Early Saturday morning local time a Malaysia Airlines Boeing 777-200 enroute from Kuala Lumpur to Beijing lost contact with air traffic controllers while it was crossing through Vietnamese air space over the South China Sea.
The airline says the plane had 227 passengers and 12 (all Malaysian) crew members aboard, with the majority of the 14 different nationalities - 153 - Chinese nationals. According to MAS, MH370 departed Kuala Lumpur at 12.41 am Saturday bound for Beijing. The aircraft was scheduled to land at Beijing International Airport at 6.30am local Beijing time.
The crew last had contact with air traffic controllers 120 nautical miles off the east coast of the Malaysian town of Kota Bharu, Malaysia Airlines chief executive Ahmad Jauhari Yahya said in a statement read to a news conference in Kuala Lumpur.
Said MAS in a statement issued Saturday at 1620 local time: "We are still trying to locate the current location of the flight based on the last known position of the aircraft. We are working with the International search and rescue teams in trying to locate the aircraft. So far, we have not received any emergency signals or distress messages from MH370."
Update: As of 1500ET a Vietnam Government official said the country was dispatching vessels to where its aircraft had spotted what appeared to be two oil slicks that might be from the plane, 90 miles south of Tho Chu island off the Vietnamese coast. "It's very likely that this is a sign of the missing plane," Vo Van Tuan, deputy chief of staff of Vietnam's armed forces, told reporters.

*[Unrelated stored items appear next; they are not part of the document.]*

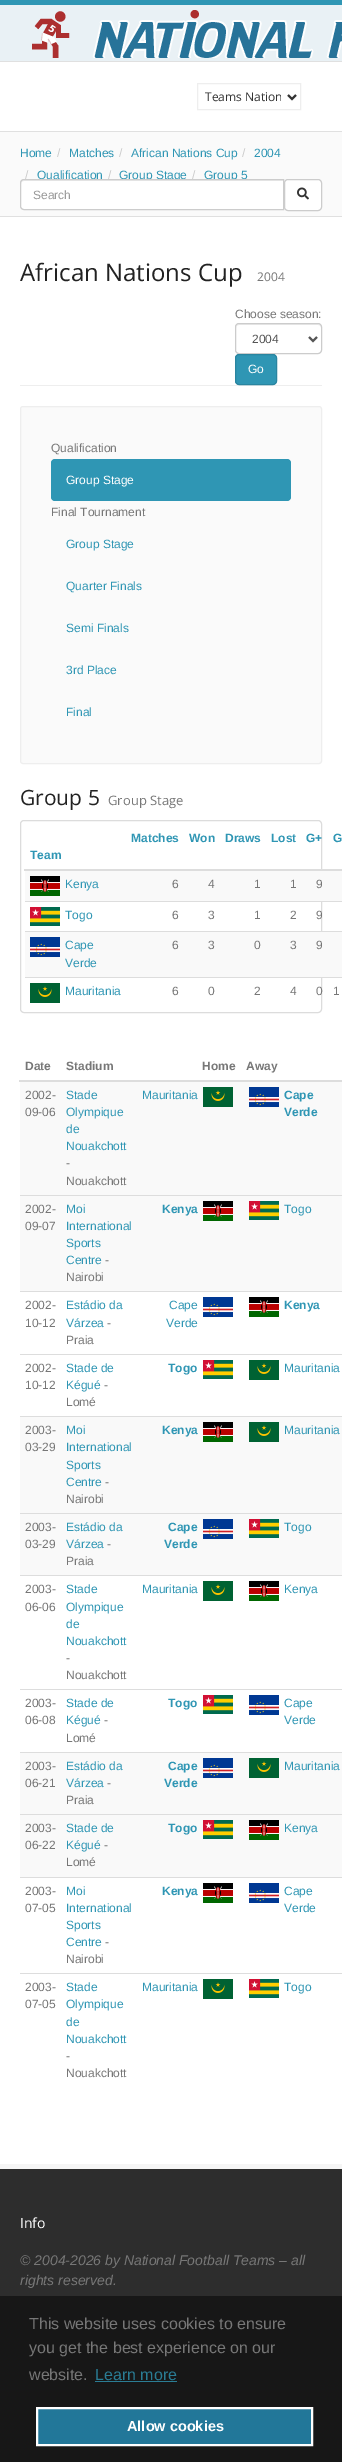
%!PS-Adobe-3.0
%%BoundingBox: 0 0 342 2462
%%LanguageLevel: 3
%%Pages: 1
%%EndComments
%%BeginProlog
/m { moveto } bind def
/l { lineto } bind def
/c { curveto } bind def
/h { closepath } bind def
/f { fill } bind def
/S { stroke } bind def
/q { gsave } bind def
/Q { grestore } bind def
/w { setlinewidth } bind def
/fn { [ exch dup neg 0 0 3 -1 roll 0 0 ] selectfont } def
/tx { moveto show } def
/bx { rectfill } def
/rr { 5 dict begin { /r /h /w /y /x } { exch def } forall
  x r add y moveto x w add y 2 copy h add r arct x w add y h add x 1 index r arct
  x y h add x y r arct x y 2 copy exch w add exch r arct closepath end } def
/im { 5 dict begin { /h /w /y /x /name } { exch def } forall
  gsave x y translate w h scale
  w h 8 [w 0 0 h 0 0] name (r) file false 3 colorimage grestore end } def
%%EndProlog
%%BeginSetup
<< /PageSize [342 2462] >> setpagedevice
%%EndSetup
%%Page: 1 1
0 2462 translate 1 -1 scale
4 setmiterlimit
1 setgray
0 0 342 2462 bx
0.98 setgray
0 132 342 84 bx
0.878 setgray
0 216 342 1 bx
0.184 0.588 0.706 setrgbcolor
0 0 342 5 bx
0.878 setgray
0 131 342 1 bx
0.914 0.945 0.961 setrgbcolor
0 5 342 56 bx
0.878 setgray
0 61 342 1 bx
(image0.raw) 32 10 310 48 im
0.933 setgray
197.5 83.5 103 26 rectstroke
0.2 setgray
2 w
288 95 m 292 99 l 296 95 l S
q
205 87 76 19 rectclip
/OpenSans-Regular 12 fn
(Teams Nation) 205 101 tx
Q
/LiberationSans-Regular 12 fn
0.184 0.588 0.706 setrgbcolor
(Home) 20 157 tx
0.8 setgray
(/) 57 157 tx
0.184 0.588 0.706 setrgbcolor
(Matches) 69 157 tx
0.8 setgray
(/) 119 157 tx
0.184 0.588 0.706 setrgbcolor
(African Nations Cup) 131 157 tx
0.8 setgray
(/) 242 157 tx
0.184 0.588 0.706 setrgbcolor
(2004) 254 157 tx
0.8 setgray
(/) 25 179 tx
0.184 0.588 0.706 setrgbcolor
(Qualification) 37 179 tx
0.8 setgray
(/) 108 179 tx
0.184 0.588 0.706 setrgbcolor
(Group Stage) 119 179 tx
0.8 setgray
(/) 192 179 tx
0.184 0.588 0.706 setrgbcolor
(Group 5) 204 179 tx
1 setgray
24 179 m 284 179 l 284 210 l 24 210 l 22 210 20 208 20 206 c 20 183 l 20 181 22 179 24 179 c h f
0.925 setgray
24 181 m 283 181 l 283 180 l 24 180 l 22 180 21 181 21 183 c 21 184 l 21 182 22 181 24 181 c h f
0.8 setgray
1 w
24 179.5 m 283.5 179.5 l 283.5 209.5 l 24 209.5 l 22 209.5 20.5 208 20.5 206 c 20.5 183 l 20.5 181 22 179.5 24 179.5 c h S
0.6 setgray
(Search) 33 199 tx
1 setgray
284.5 179.5 37 31 3.5 rr q f Q
0.8 setgray
S
(image1.raw) 297 187 12 13 im
0.961 setgray
0 2164 342 5 bx
0.933 setgray
20 385 302 1 bx
/OpenSans-Regular 24 fn
0.133 setgray
(African Nations Cup) 20 281 tx
/OpenSans-Regular 12 fn
0.467 setgray
(2004) 257 281 tx
/LiberationSans-Regular 12 fn
(Choose season:) 235 318 tx
0.925 setgray
239 325 m 318 325 l 320 325 321 326 321 328 c 321 321 309 324 305 324 c 252 324 l 248 324 236 321 236 328 c 236 326 237 325 239 325 c h f
0.8 setgray
235.5 323.5 86 30 3.5 rr S
0.333 setgray
2 w
309 337 m 313 341 l 317 337 l S
(2004) 252 343 tx
0.184 0.588 0.706 setrgbcolor
235.5 354.5 41 30 3.5 rr q f Q
0.165 0.522 0.627 setrgbcolor
1 w
S
1 setgray
(Go) 248 373 tx
0.98 setgray
20.5 406.5 301 357 2.5 rr q f Q
0.933 setgray
S
0.467 setgray
(Qualification) 51 452 tx
0.184 0.588 0.706 setrgbcolor
51 459 240 42 4 rr f
1 setgray
(Group Stage) 66 484 tx
0.467 setgray
(Final Tournament) 51 516 tx
0.184 0.588 0.706 setrgbcolor
(Group Stage) 66 548 tx
(Quarter Finals) 66 590 tx
(Semi Finals) 66 632 tx
(3rd Place) 66 674 tx
(Final) 66 716 tx
/OpenSans-Regular 21 fn
0.133 setgray
(Group 5) 20 805 tx
/OpenSans-Regular 13 fn
0.467 setgray
(Group Stage) 108 805 tx
0.863 setgray
20.5 820.5 301 192 3.5 rr S
/LiberationSans-Bold 12 fn
0.184 0.588 0.706 setrgbcolor
(Matches) 131 842 tx
(Won) 189 842 tx
(Draws) 225 842 tx
(Lost) 271 842 tx
(G+) 306 842 tx
0.867 setgray
24 869 318 2 bx
0.184 0.588 0.706 setrgbcolor
(G) 333 842 tx
(Team) 30 859 tx
0.976 setgray
25 871 317 30 bx
(image2.raw) 30 876 30 20 im
/LiberationSans-Regular 12 fn
0.184 0.588 0.706 setrgbcolor
(Kenya) 65 888 tx
0.467 setgray
(6) 172 888 tx
(4) 208 888 tx
(1) 254 888 tx
(1) 290 888 tx
(9) 316 888 tx
0.867 setgray
25 901 317 1 bx
(image3.raw) 30 907 30 19 im
0.184 0.588 0.706 setrgbcolor
(Togo) 65 919 tx
0.467 setgray
(6) 172 919 tx
(3) 208 919 tx
(1) 254 919 tx
(2) 290 919 tx
(9) 316 919 tx
0.976 setgray
25 932 317 45 bx
0.867 setgray
25 931 317 1 bx
(image4.raw) 30 937 30 20 im
0.184 0.588 0.706 setrgbcolor
(Cape) 65 949 tx
(Verde) 65 967 tx
0.467 setgray
(6) 172 949 tx
(3) 208 949 tx
(0) 254 949 tx
(3) 290 949 tx
(9) 316 949 tx
(image5.raw) 30 983 30 20 im
0.184 0.588 0.706 setrgbcolor
(Mauritania) 65 995 tx
0.467 setgray
(6) 172 995 tx
(0) 208 995 tx
(2) 254 995 tx
(4) 290 995 tx
(0) 316 995 tx
0.867 setgray
25 977 317 1 bx
0.467 setgray
(1) 333 995 tx
/LiberationSans-Bold 12 fn
(Date) 25 1070 tx
(Stadium) 66 1070 tx
(Home) 202 1070 tx
0.867 setgray
19 1080 323 2 bx
0.467 setgray
(Away) 246 1070 tx
0.976 setgray
20 1082 322 113 bx
/LiberationSans-Regular 12 fn
0.467 setgray
(2002-) 25 1099 tx
(09-06) 25 1116 tx
0.184 0.588 0.706 setrgbcolor
(Stade) 66 1099 tx
(Olympique) 66 1116 tx
(de) 66 1133 tx
(Nouakchott) 66 1150 tx
0.467 setgray
(-) 66 1167 tx
(Nouakchott) 66 1185 tx
0.184 0.588 0.706 setrgbcolor
(Mauritania) 142 1099 tx
(image5.raw) 203 1087 30 20 im
(image4.raw) 249 1087 30 20 im
/LiberationSans-Bold 12 fn
(Cape) 284 1099 tx
(Verde) 284 1116 tx
0.976 setgray
20 1196 322 95 bx
/LiberationSans-Regular 12 fn
0.467 setgray
(2002-) 25 1213 tx
(09-07) 25 1230 tx
0.184 0.588 0.706 setrgbcolor
(Moi) 66 1213 tx
(International) 66 1230 tx
(Sports) 66 1247 tx
(Centre) 66 1264 tx
0.467 setgray
(-) 105 1264 tx
(Nairobi) 66 1281 tx
/LiberationSans-Bold 12 fn
0.184 0.588 0.706 setrgbcolor
(Kenya) 162 1213 tx
(image2.raw) 203 1201 30 20 im
(image3.raw) 249 1201 30 19 im
0.867 setgray
20 1195 322 1 bx
/LiberationSans-Regular 12 fn
0.184 0.588 0.706 setrgbcolor
(Togo) 284 1213 tx
0.467 setgray
(2002-) 25 1309 tx
(10-12) 25 1327 tx
0.184 0.588 0.706 setrgbcolor
(Estádio da) 66 1309 tx
(Várzea) 66 1327 tx
0.467 setgray
(-) 107 1327 tx
(Praia) 66 1344 tx
0.184 0.588 0.706 setrgbcolor
(Cape) 169 1309 tx
(Verde) 166 1327 tx
(image4.raw) 203 1297 30 20 im
(image2.raw) 249 1297 30 20 im
0.867 setgray
20 1291 322 1 bx
/LiberationSans-Bold 12 fn
0.184 0.588 0.706 setrgbcolor
(Kenya) 284 1309 tx
/LiberationSans-Regular 12 fn
0.467 setgray
(2002-) 25 1372 tx
(10-12) 25 1389 tx
0.184 0.588 0.706 setrgbcolor
(Stade de) 66 1372 tx
(Kégué) 66 1389 tx
0.467 setgray
(-) 104 1389 tx
(Lomé) 66 1406 tx
/LiberationSans-Bold 12 fn
0.184 0.588 0.706 setrgbcolor
(Togo) 168 1372 tx
(image3.raw) 203 1360 30 19 im
(image5.raw) 249 1360 30 20 im
0.867 setgray
20 1354 322 1 bx
/LiberationSans-Regular 12 fn
0.184 0.588 0.706 setrgbcolor
(Mauritania) 284 1372 tx
0.976 setgray
20 1417 322 96 bx
0.467 setgray
(2003-) 25 1434 tx
(03-29) 25 1451 tx
0.184 0.588 0.706 setrgbcolor
(Moi) 66 1434 tx
(International) 66 1451 tx
(Sports) 66 1469 tx
(Centre) 66 1486 tx
0.467 setgray
(-) 105 1486 tx
(Nairobi) 66 1503 tx
/LiberationSans-Bold 12 fn
0.184 0.588 0.706 setrgbcolor
(Kenya) 162 1434 tx
(image2.raw) 203 1422 30 20 im
(image5.raw) 249 1422 30 20 im
0.867 setgray
20 1416 322 1 bx
/LiberationSans-Regular 12 fn
0.184 0.588 0.706 setrgbcolor
(Mauritania) 284 1434 tx
0.976 setgray
20 1514 322 61 bx
0.467 setgray
(2003-) 25 1531 tx
(03-29) 25 1548 tx
0.184 0.588 0.706 setrgbcolor
(Estádio da) 66 1531 tx
(Várzea) 66 1548 tx
0.467 setgray
(-) 107 1548 tx
(Praia) 66 1565 tx
/LiberationSans-Bold 12 fn
0.184 0.588 0.706 setrgbcolor
(Cape) 168 1531 tx
(Verde) 164 1548 tx
(image4.raw) 203 1519 30 20 im
(image3.raw) 249 1519 30 19 im
0.867 setgray
20 1513 322 1 bx
/LiberationSans-Regular 12 fn
0.184 0.588 0.706 setrgbcolor
(Togo) 284 1531 tx
0.467 setgray
(2003-) 25 1593 tx
(06-06) 25 1611 tx
0.184 0.588 0.706 setrgbcolor
(Stade) 66 1593 tx
(Olympique) 66 1611 tx
(de) 66 1628 tx
(Nouakchott) 66 1645 tx
0.467 setgray
(-) 66 1662 tx
(Nouakchott) 66 1679 tx
0.184 0.588 0.706 setrgbcolor
(Mauritania) 142 1593 tx
(image5.raw) 203 1581 30 20 im
(image2.raw) 249 1581 30 20 im
0.867 setgray
20 1575 322 1 bx
0.184 0.588 0.706 setrgbcolor
(Kenya) 284 1593 tx
0.467 setgray
(2003-) 25 1707 tx
(06-08) 25 1724 tx
0.184 0.588 0.706 setrgbcolor
(Stade de) 66 1707 tx
(Kégué) 66 1724 tx
0.467 setgray
(-) 104 1724 tx
(Lomé) 66 1742 tx
/LiberationSans-Bold 12 fn
0.184 0.588 0.706 setrgbcolor
(Togo) 168 1707 tx
(image3.raw) 203 1695 30 19 im
(image4.raw) 249 1695 30 20 im
0.867 setgray
20 1689 322 1 bx
/LiberationSans-Regular 12 fn
0.184 0.588 0.706 setrgbcolor
(Cape) 284 1707 tx
(Verde) 284 1724 tx
0.976 setgray
20 1753 322 61 bx
0.467 setgray
(2003-) 25 1770 tx
(06-21) 25 1787 tx
0.184 0.588 0.706 setrgbcolor
(Estádio da) 66 1770 tx
(Várzea) 66 1787 tx
0.467 setgray
(-) 107 1787 tx
(Praia) 66 1804 tx
/LiberationSans-Bold 12 fn
0.184 0.588 0.706 setrgbcolor
(Cape) 168 1770 tx
(Verde) 164 1787 tx
(image4.raw) 203 1758 30 20 im
(image5.raw) 249 1758 30 20 im
0.867 setgray
20 1752 322 1 bx
/LiberationSans-Regular 12 fn
0.184 0.588 0.706 setrgbcolor
(Mauritania) 284 1770 tx
0.976 setgray
20 1815 322 62 bx
0.467 setgray
(2003-) 25 1832 tx
(06-22) 25 1849 tx
0.184 0.588 0.706 setrgbcolor
(Stade de) 66 1832 tx
(Kégué) 66 1849 tx
0.467 setgray
(-) 104 1849 tx
(Lomé) 66 1866 tx
/LiberationSans-Bold 12 fn
0.184 0.588 0.706 setrgbcolor
(Togo) 168 1832 tx
(image3.raw) 203 1820 30 19 im
(image2.raw) 249 1820 30 20 im
0.867 setgray
20 1814 322 1 bx
/LiberationSans-Regular 12 fn
0.184 0.588 0.706 setrgbcolor
(Kenya) 284 1832 tx
0.467 setgray
(2003-) 25 1895 tx
(07-05) 25 1912 tx
0.184 0.588 0.706 setrgbcolor
(Moi) 66 1895 tx
(International) 66 1912 tx
(Sports) 66 1929 tx
(Centre) 66 1946 tx
0.467 setgray
(-) 105 1946 tx
(Nairobi) 66 1963 tx
/LiberationSans-Bold 12 fn
0.184 0.588 0.706 setrgbcolor
(Kenya) 162 1895 tx
(image2.raw) 203 1883 30 20 im
(image4.raw) 249 1883 30 20 im
0.867 setgray
20 1877 322 1 bx
/LiberationSans-Regular 12 fn
0.184 0.588 0.706 setrgbcolor
(Cape) 284 1895 tx
(Verde) 284 1912 tx
0.467 setgray
(2003-) 25 1991 tx
(07-05) 25 2008 tx
0.184 0.588 0.706 setrgbcolor
(Stade) 66 1991 tx
(Olympique) 66 2008 tx
(de) 66 2026 tx
(Nouakchott) 66 2043 tx
0.467 setgray
(-) 66 2060 tx
(Nouakchott) 66 2077 tx
0.184 0.588 0.706 setrgbcolor
(Mauritania) 142 1991 tx
(image5.raw) 203 1979 30 20 im
(image3.raw) 249 1979 30 19 im
0.867 setgray
20 1973 322 1 bx
0.184 0.588 0.706 setrgbcolor
(Togo) 284 1991 tx
0.176 setgray
0 2169 342 127 bx
/OpenSans-Regular 14 fn
1 setgray
(Info) 20 2228 tx
/LiberationSans-Italic 14 fn
0.467 setgray
(© 2004-2026 by National Football Teams – all) 20 2265 tx
(rights reserved.) 20 2285 tx
0.09 setgray
0 2296 342 166 bx
/LiberationSans-Regular 16 fn
0.467 setgray
(This website uses cookies to ensure) 29 2329 tx
(you get the best experience on our) 29 2353 tx
(website.) 29 2380 tx
0.165 0.49 0.584 setrgbcolor
(Learn more) 95 2380 tx
95 2381 82 1 bx
0.133 0.467 0.6 setrgbcolor
37 2408 m 312 2408 l 312 2445 l 37 2445 l h q f Q
1 setgray
2 w
S
/LiberationSans-Bold 14.5 fn
(Allow cookies) 127 2431 tx
showpage
%%EOF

Investigators are now believed to have widened their work to focus on at least two travellers with suspicious documents. Click here to read more.
The flight was a code share with China Southern Airlines. Earlier it was believed that the flight might have made an emergency landing in Nanming, China, said MAS.
Our experts observe that, two hours into the flight and at a cruising altitude of 35,000 feet (10,700m), the crew would almost certainly been operating on auto pilot. Furthermore, aviation experts repeatedly tell us that this is normally the most uneventful phase of a flight. Commercial aircraft at this altitude do however encounter such threats as severe turbulence and other aircraft. As with the Air France AF447 Airbus A330 that crashed into the south Atlantic Ocean in May 2009, a cascade of catastrophic events could endanger the aircraft (such as freezing navigation instruments and pilot error).
Like the Air France crash, the MAS crew did not issue a distress call, possibly indicating it encountered a sudden, catastrophic event - such as a complete loss of electricity, communication gear - or an explosion or a collision with an object. We do know that state-of-the-art aircraft, such as the twin-engine Boeing 777, can fly on one engine and even glide for long periods. The wide-body jet also has fail-safe equipment to allow the crew to perform basic functions.
At this early stage, there are some eerie similarities between the loss of MH380 and AF447: both disappeared at altitude, issued no distress call, encountered difficulties just after midnight - and no debris was immediately visible.
MH370 was piloted by a captain with over 18,000 flight hours. Furthermore, the Boeing 777 is one of the most popular and safest airplanes in the skies. The only total loss recorded was the crash of an Asiana 777 at San Francisco International Airport on July 6, 2013, after it struck a wall at the end of the runway.
Malaysia Airlines too has a very good safety record. Although it has struggled financially over the years and has had to rely on government handouts, the airlines has escaped any catastrophic events for the better part of two decades. In September 1995, a Malaysia Airlines Fokker 50 crashed in Tawau, Sabah, killing 34. The deadliest incident involving the airline was a December 1977 crash of a Boeing 737-200 jet in southern Johor state after an apparent hijacking attempt, killing all 100 on board.
The site, AirlineRatings.com gives MAS a safety rating of six stars out of seven.
From the moment the disappearance of the aircraft become public, Malaysian Airlines was extremely quick, in our view, to share information about the flight, its crew and the nationalities of the passengers. Its Twitter and Facebook feeds were updated frequently, a hotline was advertised, next of kin were contacted and the Group chairman made a media statement just hours after the news broke. The airline pledged to issue a statement every two hours. It was a text book response to an adverse event that other airlines will likely study.
"We are deeply saddened this morning with the news on MH370," said Yahya.
MAS is a member of the One World alliance. The flag carrier is one of Asia's largest, flying nearly 37,000 passengers daily to some 80 destinations worldwide.